▶ **What the task requires**
Among the entries below, how many lines include "butt"? Answer with the number only.

▶ **Collected data**
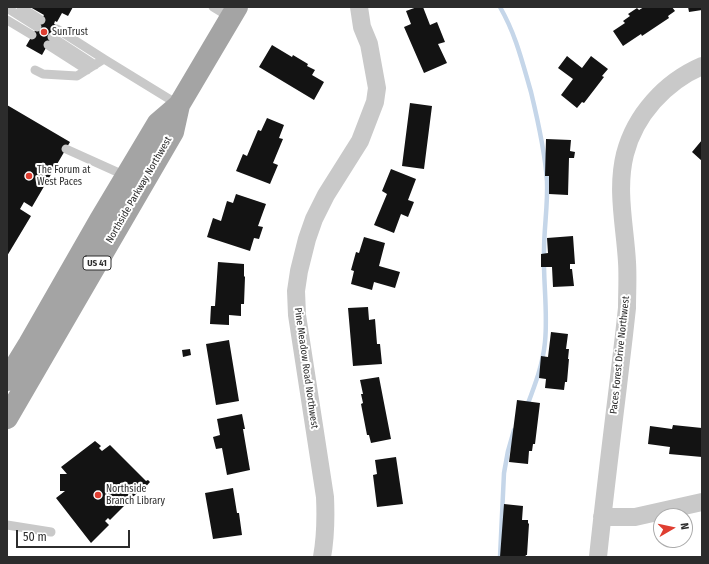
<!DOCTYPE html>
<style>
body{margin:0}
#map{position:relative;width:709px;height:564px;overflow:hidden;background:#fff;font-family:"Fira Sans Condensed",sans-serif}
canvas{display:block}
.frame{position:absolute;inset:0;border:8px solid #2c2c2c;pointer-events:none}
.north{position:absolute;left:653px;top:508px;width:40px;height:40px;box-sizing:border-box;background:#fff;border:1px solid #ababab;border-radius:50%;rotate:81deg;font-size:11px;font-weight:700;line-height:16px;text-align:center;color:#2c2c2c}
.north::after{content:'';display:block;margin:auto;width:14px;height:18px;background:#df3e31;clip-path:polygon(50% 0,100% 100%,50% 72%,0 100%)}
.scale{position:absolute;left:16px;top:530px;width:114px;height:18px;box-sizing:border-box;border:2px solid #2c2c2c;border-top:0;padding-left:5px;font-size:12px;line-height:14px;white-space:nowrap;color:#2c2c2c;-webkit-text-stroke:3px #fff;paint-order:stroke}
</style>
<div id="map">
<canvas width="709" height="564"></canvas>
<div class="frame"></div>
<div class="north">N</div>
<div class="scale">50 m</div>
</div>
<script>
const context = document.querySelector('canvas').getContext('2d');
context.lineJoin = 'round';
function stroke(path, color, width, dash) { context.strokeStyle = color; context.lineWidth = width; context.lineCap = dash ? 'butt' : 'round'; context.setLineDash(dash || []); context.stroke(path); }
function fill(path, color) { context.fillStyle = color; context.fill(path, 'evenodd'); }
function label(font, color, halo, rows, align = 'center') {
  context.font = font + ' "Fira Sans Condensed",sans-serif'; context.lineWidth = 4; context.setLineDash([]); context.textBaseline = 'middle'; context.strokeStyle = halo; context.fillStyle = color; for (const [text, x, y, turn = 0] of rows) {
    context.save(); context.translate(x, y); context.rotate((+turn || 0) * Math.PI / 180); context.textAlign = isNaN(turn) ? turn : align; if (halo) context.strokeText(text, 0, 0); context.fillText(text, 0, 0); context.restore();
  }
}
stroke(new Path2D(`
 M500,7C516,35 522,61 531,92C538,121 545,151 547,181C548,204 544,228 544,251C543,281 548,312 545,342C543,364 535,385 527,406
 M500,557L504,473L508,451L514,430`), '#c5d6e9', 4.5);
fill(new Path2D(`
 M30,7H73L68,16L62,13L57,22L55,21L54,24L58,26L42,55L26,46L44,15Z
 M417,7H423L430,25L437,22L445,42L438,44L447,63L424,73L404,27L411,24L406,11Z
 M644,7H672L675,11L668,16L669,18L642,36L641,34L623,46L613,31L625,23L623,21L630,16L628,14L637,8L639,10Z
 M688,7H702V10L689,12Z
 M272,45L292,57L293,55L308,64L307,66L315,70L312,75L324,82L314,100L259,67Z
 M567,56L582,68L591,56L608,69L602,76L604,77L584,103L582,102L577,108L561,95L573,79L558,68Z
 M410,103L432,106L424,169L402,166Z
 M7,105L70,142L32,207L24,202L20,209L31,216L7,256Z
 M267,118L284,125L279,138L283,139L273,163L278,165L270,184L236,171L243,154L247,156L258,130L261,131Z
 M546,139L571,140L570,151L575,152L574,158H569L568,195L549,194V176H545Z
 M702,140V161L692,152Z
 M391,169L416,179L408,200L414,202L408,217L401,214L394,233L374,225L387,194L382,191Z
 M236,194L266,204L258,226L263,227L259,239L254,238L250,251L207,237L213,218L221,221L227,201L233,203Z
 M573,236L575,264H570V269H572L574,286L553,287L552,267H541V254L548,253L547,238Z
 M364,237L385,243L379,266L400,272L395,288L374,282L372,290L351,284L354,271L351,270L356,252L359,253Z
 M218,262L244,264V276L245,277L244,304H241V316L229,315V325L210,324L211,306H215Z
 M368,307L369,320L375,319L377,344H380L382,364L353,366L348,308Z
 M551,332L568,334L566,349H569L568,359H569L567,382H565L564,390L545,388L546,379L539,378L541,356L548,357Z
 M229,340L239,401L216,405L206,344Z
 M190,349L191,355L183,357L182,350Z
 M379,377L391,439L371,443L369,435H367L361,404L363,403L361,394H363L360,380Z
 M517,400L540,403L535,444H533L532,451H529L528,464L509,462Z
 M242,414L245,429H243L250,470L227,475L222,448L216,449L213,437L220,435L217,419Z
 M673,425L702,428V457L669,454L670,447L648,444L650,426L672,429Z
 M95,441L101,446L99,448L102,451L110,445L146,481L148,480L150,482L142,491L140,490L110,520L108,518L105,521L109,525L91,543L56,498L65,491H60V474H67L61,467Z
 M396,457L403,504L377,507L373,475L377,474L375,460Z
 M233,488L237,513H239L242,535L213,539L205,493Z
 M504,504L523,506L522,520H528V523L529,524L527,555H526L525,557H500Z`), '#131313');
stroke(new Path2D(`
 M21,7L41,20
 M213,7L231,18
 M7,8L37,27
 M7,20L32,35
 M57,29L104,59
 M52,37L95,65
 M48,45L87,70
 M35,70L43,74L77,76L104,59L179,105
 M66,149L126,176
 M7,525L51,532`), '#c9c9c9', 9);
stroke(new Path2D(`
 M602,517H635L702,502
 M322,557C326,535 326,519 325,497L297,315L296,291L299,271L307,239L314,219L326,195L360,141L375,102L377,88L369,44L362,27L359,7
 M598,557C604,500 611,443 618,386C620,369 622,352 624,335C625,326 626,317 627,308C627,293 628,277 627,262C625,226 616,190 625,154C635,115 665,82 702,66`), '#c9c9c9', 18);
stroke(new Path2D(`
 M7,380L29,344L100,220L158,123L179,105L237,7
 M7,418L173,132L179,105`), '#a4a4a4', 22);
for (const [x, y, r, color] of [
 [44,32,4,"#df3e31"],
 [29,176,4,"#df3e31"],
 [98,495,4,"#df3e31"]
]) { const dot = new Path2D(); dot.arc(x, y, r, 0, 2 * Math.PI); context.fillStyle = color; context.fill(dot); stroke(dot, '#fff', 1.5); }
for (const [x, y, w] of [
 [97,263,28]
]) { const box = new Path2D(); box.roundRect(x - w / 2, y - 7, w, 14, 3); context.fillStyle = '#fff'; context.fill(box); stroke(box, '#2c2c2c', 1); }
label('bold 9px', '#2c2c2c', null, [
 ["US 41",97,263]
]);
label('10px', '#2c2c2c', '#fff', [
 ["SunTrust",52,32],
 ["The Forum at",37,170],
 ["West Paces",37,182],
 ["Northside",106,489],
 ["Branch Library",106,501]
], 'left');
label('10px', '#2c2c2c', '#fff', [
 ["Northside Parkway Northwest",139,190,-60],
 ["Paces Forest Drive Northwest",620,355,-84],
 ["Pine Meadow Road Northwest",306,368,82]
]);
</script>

--

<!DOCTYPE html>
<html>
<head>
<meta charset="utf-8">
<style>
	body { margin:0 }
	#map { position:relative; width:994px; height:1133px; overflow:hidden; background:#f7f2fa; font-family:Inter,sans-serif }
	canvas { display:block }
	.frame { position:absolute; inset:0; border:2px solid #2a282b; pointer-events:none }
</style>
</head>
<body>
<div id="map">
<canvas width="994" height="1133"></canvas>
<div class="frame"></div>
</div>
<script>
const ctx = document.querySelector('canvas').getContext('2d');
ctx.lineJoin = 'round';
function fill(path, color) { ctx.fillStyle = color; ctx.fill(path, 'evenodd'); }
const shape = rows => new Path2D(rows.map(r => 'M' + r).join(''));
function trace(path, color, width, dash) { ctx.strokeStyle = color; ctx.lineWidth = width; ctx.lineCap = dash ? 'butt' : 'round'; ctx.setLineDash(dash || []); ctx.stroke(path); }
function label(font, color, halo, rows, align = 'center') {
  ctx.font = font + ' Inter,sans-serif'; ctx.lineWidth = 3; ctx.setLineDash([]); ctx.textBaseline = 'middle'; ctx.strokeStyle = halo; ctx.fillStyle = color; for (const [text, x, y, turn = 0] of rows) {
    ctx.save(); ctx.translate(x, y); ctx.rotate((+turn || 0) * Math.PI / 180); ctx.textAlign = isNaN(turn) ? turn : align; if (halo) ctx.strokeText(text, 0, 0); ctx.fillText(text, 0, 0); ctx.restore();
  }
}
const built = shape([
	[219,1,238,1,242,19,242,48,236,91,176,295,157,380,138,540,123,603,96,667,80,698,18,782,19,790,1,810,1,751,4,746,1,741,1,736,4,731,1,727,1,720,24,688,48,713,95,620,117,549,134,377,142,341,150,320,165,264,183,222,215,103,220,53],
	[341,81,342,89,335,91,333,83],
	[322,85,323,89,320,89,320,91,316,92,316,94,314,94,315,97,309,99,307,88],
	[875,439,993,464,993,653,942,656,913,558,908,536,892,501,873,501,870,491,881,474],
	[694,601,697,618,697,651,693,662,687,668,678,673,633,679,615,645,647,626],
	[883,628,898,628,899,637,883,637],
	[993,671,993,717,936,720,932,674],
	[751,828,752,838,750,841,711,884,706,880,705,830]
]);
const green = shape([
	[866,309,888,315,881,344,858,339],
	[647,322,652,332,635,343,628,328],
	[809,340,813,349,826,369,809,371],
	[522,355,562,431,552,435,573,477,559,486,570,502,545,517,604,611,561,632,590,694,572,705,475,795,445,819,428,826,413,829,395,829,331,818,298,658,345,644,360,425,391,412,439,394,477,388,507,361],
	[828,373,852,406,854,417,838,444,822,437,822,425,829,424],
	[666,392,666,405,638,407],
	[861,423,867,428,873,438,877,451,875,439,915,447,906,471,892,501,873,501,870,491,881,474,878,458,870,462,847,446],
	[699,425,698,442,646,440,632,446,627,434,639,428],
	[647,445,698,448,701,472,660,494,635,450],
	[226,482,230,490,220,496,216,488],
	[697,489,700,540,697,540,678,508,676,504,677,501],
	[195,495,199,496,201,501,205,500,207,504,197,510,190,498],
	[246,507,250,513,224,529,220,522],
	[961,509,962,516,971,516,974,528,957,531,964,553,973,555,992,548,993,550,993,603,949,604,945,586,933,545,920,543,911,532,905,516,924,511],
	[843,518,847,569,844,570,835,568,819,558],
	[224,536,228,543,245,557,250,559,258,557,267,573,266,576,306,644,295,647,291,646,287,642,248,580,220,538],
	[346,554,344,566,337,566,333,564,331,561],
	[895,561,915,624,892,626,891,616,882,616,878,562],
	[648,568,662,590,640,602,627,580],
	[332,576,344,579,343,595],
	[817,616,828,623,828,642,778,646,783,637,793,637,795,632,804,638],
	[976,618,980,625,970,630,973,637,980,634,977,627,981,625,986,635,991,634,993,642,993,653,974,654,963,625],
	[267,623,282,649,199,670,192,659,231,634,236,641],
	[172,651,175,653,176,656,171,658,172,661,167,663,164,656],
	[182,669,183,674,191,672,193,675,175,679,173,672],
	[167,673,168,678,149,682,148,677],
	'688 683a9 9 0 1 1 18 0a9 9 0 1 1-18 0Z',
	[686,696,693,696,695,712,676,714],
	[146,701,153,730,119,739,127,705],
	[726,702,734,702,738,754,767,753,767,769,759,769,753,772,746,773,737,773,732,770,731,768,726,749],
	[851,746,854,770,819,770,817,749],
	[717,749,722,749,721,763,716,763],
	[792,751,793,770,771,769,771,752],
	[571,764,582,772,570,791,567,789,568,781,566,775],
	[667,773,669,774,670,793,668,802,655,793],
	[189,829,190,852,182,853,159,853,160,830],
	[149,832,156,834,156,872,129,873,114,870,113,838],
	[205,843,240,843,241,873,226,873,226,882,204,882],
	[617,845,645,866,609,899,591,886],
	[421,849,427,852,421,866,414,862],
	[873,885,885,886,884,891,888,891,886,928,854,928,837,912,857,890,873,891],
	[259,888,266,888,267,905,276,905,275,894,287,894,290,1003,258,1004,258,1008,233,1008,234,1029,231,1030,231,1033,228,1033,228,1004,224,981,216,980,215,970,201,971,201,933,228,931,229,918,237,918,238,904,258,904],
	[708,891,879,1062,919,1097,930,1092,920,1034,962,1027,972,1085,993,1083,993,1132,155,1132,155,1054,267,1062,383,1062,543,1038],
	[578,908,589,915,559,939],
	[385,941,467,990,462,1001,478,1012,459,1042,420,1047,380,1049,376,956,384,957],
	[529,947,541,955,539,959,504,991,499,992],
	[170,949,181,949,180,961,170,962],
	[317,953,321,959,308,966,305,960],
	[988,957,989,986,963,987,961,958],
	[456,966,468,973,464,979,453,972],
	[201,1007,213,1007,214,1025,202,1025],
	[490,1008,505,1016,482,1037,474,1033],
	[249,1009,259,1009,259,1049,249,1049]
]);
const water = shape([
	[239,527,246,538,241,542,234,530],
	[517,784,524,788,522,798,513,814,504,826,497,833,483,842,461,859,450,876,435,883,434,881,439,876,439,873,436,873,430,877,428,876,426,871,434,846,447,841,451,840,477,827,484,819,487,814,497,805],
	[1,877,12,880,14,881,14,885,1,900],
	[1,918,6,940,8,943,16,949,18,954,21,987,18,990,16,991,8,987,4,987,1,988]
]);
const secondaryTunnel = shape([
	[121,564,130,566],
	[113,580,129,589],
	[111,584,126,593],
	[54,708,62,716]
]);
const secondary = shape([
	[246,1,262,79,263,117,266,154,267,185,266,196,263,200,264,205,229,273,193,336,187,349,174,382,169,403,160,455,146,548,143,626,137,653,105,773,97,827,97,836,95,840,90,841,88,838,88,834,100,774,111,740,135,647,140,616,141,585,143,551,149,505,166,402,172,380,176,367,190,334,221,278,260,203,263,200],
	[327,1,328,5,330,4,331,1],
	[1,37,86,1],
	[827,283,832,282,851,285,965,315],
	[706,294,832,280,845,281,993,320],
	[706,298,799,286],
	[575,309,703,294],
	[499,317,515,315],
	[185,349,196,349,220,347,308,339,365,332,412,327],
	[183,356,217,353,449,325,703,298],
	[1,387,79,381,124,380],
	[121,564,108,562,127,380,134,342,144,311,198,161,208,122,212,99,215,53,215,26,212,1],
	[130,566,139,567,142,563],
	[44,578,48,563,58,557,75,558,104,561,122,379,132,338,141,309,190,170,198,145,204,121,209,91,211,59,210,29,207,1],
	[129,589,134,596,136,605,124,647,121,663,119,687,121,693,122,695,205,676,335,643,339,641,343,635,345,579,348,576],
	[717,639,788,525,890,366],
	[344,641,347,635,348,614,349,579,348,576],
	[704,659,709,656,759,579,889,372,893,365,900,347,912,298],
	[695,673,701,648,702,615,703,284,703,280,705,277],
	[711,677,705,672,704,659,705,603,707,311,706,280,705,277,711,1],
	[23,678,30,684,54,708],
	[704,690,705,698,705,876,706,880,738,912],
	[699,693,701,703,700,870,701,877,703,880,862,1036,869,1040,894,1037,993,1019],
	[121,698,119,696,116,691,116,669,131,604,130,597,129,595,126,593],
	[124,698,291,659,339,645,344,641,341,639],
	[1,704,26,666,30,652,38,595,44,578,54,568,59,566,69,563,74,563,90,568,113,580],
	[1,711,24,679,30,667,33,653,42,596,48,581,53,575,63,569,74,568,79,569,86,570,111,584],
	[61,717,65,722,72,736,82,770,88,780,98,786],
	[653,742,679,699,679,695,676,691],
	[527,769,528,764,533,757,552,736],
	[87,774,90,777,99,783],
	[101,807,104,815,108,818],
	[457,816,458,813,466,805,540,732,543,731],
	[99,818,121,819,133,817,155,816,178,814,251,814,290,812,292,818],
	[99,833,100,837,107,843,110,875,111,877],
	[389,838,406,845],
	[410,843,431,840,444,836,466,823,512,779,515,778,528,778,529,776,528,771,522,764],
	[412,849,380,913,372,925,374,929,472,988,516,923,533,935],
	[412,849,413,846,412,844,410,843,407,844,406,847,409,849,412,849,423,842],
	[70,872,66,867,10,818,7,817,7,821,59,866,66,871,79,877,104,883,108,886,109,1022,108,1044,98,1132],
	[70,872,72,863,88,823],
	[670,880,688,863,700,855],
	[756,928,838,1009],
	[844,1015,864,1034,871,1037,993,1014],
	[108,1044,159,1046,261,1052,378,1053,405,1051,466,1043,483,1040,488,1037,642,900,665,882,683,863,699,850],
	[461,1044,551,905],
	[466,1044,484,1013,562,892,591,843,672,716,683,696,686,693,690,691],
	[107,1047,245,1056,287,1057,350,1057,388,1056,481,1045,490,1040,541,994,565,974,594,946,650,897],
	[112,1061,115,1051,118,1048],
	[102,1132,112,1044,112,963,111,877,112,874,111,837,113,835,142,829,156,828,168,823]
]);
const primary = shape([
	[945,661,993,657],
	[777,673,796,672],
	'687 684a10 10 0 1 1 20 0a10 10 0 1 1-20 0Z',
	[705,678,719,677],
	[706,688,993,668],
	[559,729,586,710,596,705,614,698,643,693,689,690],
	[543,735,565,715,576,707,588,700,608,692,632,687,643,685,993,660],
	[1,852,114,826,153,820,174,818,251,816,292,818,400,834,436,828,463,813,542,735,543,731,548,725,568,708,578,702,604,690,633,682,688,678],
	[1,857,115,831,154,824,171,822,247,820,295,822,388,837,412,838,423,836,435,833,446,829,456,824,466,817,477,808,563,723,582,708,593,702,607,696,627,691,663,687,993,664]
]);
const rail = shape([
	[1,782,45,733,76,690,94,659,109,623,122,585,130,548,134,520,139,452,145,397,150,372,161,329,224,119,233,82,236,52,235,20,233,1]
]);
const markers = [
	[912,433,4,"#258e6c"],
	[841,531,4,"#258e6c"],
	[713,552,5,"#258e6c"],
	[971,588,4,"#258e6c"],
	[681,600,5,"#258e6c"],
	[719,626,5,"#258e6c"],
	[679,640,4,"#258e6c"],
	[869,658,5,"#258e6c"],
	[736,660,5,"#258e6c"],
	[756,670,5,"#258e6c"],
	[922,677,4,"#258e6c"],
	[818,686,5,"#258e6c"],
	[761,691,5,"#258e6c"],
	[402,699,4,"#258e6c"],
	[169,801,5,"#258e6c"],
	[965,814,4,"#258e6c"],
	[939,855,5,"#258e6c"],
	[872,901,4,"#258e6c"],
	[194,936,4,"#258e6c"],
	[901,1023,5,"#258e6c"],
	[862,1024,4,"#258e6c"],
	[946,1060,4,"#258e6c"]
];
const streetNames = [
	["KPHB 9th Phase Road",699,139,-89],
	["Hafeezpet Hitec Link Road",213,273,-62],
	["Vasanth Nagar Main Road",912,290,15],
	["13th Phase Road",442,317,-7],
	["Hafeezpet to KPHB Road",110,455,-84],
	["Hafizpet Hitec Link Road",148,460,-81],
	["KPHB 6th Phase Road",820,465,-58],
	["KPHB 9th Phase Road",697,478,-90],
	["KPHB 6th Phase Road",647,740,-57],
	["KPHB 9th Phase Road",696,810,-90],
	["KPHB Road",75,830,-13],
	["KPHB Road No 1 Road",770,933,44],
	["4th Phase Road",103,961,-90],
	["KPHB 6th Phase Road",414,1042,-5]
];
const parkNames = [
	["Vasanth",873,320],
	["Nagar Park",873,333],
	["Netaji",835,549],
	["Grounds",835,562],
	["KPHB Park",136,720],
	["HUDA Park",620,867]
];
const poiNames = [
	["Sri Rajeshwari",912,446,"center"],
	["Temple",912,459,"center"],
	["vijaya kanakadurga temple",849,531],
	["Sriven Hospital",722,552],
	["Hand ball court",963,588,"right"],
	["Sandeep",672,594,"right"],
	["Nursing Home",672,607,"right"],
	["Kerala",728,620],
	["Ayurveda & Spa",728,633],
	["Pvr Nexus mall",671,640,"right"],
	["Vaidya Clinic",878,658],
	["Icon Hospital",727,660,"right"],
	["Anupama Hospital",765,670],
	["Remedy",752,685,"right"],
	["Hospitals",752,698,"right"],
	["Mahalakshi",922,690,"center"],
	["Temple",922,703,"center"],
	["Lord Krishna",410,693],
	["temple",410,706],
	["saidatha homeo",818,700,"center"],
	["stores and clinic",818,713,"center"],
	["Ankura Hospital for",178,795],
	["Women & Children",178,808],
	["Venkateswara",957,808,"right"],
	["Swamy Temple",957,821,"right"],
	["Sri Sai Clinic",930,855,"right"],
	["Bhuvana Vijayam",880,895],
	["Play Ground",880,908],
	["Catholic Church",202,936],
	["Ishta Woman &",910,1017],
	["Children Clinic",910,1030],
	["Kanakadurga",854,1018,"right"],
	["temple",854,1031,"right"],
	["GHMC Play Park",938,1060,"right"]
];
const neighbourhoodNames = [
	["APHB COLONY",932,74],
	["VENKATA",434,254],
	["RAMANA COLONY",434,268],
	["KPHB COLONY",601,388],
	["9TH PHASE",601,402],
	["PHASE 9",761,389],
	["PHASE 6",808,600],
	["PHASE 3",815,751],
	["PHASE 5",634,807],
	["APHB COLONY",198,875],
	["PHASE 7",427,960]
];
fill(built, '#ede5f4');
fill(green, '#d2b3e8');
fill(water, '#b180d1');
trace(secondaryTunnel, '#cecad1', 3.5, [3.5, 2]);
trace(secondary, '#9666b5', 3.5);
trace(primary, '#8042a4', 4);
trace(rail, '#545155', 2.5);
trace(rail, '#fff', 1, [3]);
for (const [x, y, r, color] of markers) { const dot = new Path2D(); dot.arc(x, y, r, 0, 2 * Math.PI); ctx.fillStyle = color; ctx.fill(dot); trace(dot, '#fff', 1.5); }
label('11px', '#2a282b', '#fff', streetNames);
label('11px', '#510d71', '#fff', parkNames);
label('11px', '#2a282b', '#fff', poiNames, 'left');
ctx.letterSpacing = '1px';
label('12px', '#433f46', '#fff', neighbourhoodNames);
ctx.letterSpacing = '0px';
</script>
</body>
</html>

▶ **Solution to this problem**
2